GIVEN RECORDS:
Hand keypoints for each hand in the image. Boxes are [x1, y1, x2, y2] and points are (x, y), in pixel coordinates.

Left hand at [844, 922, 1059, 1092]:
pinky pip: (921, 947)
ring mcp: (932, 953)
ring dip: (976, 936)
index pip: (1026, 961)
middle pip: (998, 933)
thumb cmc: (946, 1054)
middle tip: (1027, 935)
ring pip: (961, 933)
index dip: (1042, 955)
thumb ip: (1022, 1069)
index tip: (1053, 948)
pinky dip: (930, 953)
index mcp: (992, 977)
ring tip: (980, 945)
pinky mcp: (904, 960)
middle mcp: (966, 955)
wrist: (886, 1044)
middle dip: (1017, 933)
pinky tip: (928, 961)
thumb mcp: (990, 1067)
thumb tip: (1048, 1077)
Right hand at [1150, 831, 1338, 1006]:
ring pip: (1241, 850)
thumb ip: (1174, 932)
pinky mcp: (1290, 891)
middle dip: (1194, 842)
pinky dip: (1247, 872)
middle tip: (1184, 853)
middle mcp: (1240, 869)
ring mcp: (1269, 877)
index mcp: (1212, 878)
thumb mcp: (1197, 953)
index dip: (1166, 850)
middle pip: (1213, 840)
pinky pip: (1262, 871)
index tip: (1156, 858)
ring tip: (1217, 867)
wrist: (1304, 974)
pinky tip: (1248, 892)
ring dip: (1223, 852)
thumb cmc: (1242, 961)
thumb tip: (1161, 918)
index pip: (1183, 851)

WHAT YOU SHOULD DO:
Retype the lines beginning at the one containing "pinky pip: (1262, 871)" and ending at the final line of the material, both included.

OUTPUT:
pinky pip: (1262, 871)
index tip: (1156, 858)
ring tip: (1217, 867)
wrist: (1304, 974)
pinky tip: (1248, 892)
ring dip: (1223, 852)
thumb cmc: (1242, 961)
thumb tip: (1161, 918)
index pip: (1183, 851)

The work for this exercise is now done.